Monday, November 08, 2021

#COP26 Week One Glasgow

As a Glaswegian it’s been great to welcome #cop26 to Glasgow. I am sure our visitors are picking up friendliness of city. The friendliest city in the world. There were some cracking placards on Saturday reflecting humour of crowd. I am posting this as I was asked twice today in external meetings about what's it like to be in Glasgow at moment. 

                                                https://twitter.com/PuddingPop0802
I’ve been working remotely most days but in the city and College on Tuesday, and on Friday in College as duty manager. The city campus has a great range of Cop26 events on and the Riverside Campus is hosting the large International Cop26 Maritime Hub. Both building and libraries are open for students and there is a full programme of events for learners and the community.

My commute from south side into City centre has been pretty much as normal and if anything the city is much quieter than I expected it to be. I’ve not experienced the disruption and road closures around the UN Blue Zone north of the river. But was very aware of the increased police presence across the city centre. Particularly on my walk back to central station on Tuesday evening I was suddenly in a phalanx of armed police but I think Leonardo DiCaprio was doing some shopping nearby. 

I thought there would be more going on and a more visible presence of all the visitors. I do hope they are getting out and about and enjoying the city. The autumnal rain has been torrential this week

I was kindly invited to participate and contribute to a Herald and Epson sponsored event on education and #cop26 on Tuesday morning. Thanks to Doug Belshaw for line and it was a 'white manel' but the audience was diverse and included school pupils.
There was some pessimism about role education can play in whole carbon neutral agenda 80% of school buildings today will still be with us in 2040 and they are hard to heat and insulate. Consensus seems to be that without gas boilers best way to heat schools is by biomass boilers.

Our domestic gas boiler went on blink to this week so I had a chance to talk to a british gas engineer. Old houses will never be able to take all the insulation needed for ground or air source heat pumps.  Hydrogen is apparently the answer. We'll see I hope boiler has a few years left of life. 

I am really fortunate to work in a new build and an institution that has thought through its own contribution towards the zero carbon agenda and as a skills based organisation leading out changes to other sectors of the economy. 

There has been lots of progress around getting a green curriculum into schools in most subject areas. This is easy to understate and some in the audience felt that special new green subjects should be shoehorned into the curriculum.

My bigger reflection;  the schools and media do need to end their fixation on SQA  changing its name is not going to change culture. One of the panel even suggested that everything can change, but attaining 5 highers will still be the gold standard,  that’s not really change at all. The debate strayed for a while onto global warming is really all SQA's fault.

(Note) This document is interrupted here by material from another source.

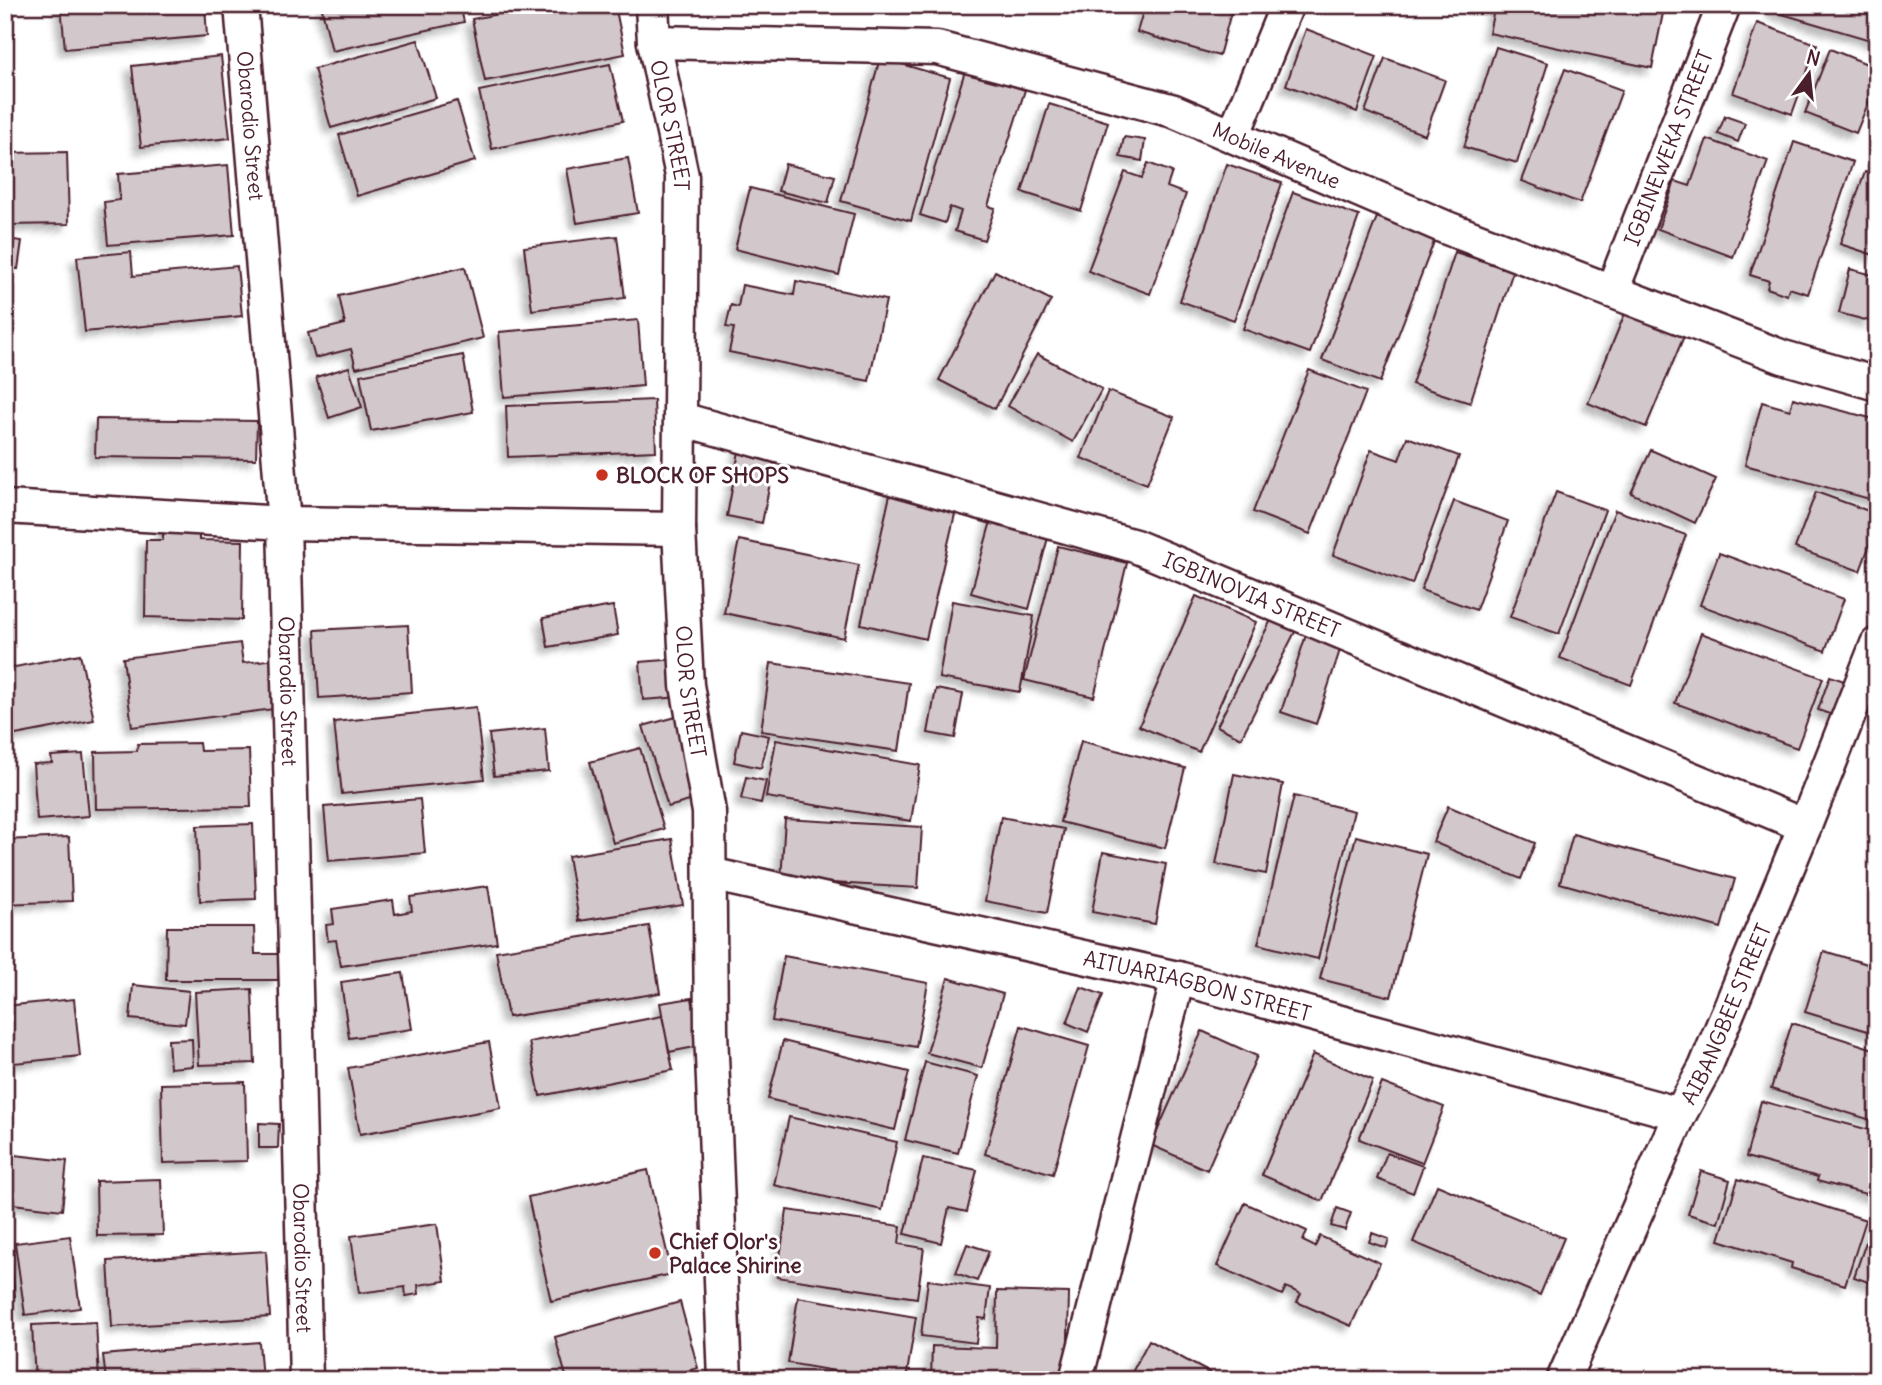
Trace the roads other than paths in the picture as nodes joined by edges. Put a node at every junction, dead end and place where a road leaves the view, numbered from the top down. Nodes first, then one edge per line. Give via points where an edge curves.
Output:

We really need to get away from a knowledge based curriculum and move to a competency based system. What you know is good , what you can do is much better.

On Saturday I did my own bit and went out and enjoyed the #COP26 demo. I think there was around 150,000 people out on the streets and met many international folks and protesters from across the UK. Not tens of thousands as the BBC reported - pretty shocking really. The rain was torrential.